Task input: Begin
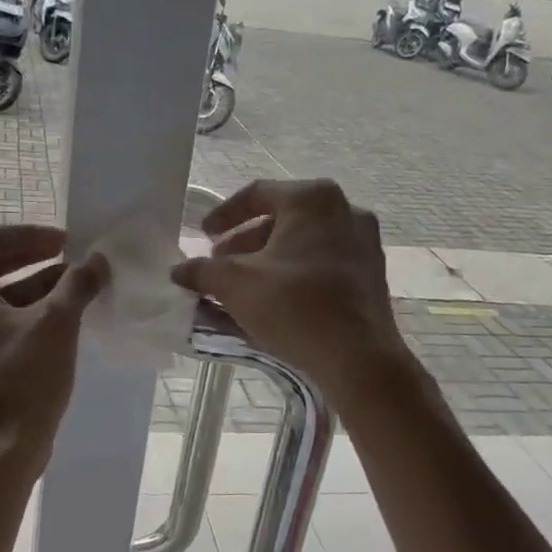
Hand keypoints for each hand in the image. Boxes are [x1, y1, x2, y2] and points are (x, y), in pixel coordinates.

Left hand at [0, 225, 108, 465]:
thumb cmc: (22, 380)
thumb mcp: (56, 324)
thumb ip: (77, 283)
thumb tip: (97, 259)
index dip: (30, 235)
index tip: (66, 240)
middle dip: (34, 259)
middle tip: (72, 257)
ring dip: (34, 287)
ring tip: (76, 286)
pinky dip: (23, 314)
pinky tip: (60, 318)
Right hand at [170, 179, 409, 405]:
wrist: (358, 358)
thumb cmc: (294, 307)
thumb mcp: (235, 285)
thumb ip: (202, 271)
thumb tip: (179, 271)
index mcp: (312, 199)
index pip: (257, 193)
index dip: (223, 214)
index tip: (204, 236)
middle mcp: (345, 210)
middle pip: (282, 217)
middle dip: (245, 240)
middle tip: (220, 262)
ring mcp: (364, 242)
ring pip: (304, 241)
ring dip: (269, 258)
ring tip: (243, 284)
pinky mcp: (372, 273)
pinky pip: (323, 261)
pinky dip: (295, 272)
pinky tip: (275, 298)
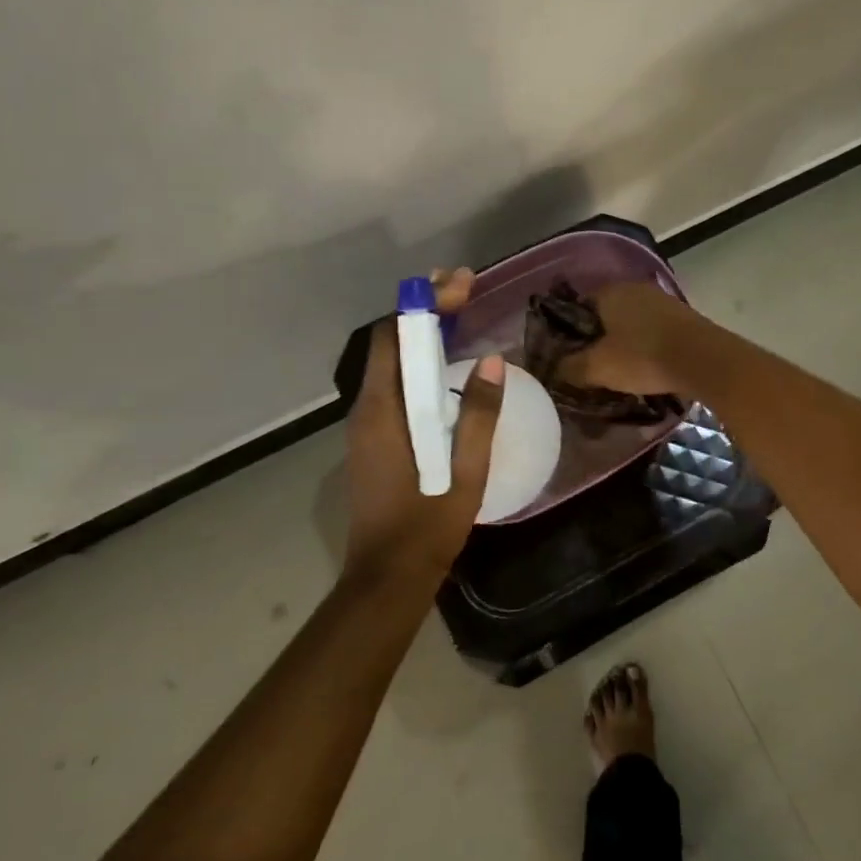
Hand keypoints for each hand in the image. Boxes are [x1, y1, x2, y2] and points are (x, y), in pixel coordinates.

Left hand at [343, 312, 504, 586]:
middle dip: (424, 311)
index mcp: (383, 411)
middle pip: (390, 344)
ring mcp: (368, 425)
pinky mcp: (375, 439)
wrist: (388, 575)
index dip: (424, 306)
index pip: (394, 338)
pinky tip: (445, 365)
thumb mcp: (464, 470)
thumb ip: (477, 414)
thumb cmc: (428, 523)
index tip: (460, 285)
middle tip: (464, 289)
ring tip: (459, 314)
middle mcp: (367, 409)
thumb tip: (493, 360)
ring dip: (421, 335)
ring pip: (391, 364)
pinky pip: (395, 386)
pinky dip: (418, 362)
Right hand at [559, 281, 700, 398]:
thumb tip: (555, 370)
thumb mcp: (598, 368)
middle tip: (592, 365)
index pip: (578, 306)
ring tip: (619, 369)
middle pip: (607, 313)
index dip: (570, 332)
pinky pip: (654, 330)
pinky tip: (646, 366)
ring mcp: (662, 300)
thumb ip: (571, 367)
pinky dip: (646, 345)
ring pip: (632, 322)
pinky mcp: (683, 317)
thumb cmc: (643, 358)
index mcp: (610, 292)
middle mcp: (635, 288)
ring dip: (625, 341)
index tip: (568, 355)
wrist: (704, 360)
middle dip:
Task input: End
Only the lines from the one containing "ring pip: (304, 241)" through the end of the listing should be output, word for word and inclusive; keep pictures out.

[Answer for this exercise]
ring pip: (304, 241)
ring dip: (269, 258)
ring tip: (243, 284)
pinky mcp: (372, 273)
pinky pip: (323, 261)
pinky dip: (295, 272)
pinky tip: (275, 298)
Hand keypoints for each hand in the image. Boxes are [x1, y1, x2, y2] and points are (x, y), in pixel coordinates.

Left hand at [343, 312, 504, 586]:
middle dip: (424, 311)
index mcp: (383, 411)
middle pip: (390, 344)
ring mcp: (368, 425)
pinky mcp: (375, 439)
wrist: (388, 575)
index dip: (424, 306)
index pip: (394, 338)
pinky tip: (445, 365)
thumb mcp: (464, 470)
thumb ip: (477, 414)
thumb cmc: (428, 523)
index tip: (460, 285)
middle tip: (464, 289)
ring tip: (459, 314)
middle mcp: (367, 409)
thumb tip: (493, 360)
ring dip: (421, 335)
ring pip: (391, 364)
pinky pip: (395, 386)
pinky dip: (418, 362)
Right hand at [559, 281, 700, 398]:
thumb tip: (555, 370)
thumb mcp: (598, 368)
middle tip: (592, 365)
index pip: (578, 306)
ring tip: (619, 369)
middle pip: (607, 313)
index dip: (570, 332)
pinky pip: (654, 330)
pinky tip: (646, 366)
ring mcp: (662, 300)
thumb ip: (571, 367)
pinky dip: (646, 345)
ring pip: (632, 322)
pinky mcp: (683, 317)
thumb cmc: (643, 358)
index mcp: (610, 292)
middle mcp: (635, 288)
ring dip: (625, 341)
index tip: (568, 355)
wrist: (704, 360)
middle dip:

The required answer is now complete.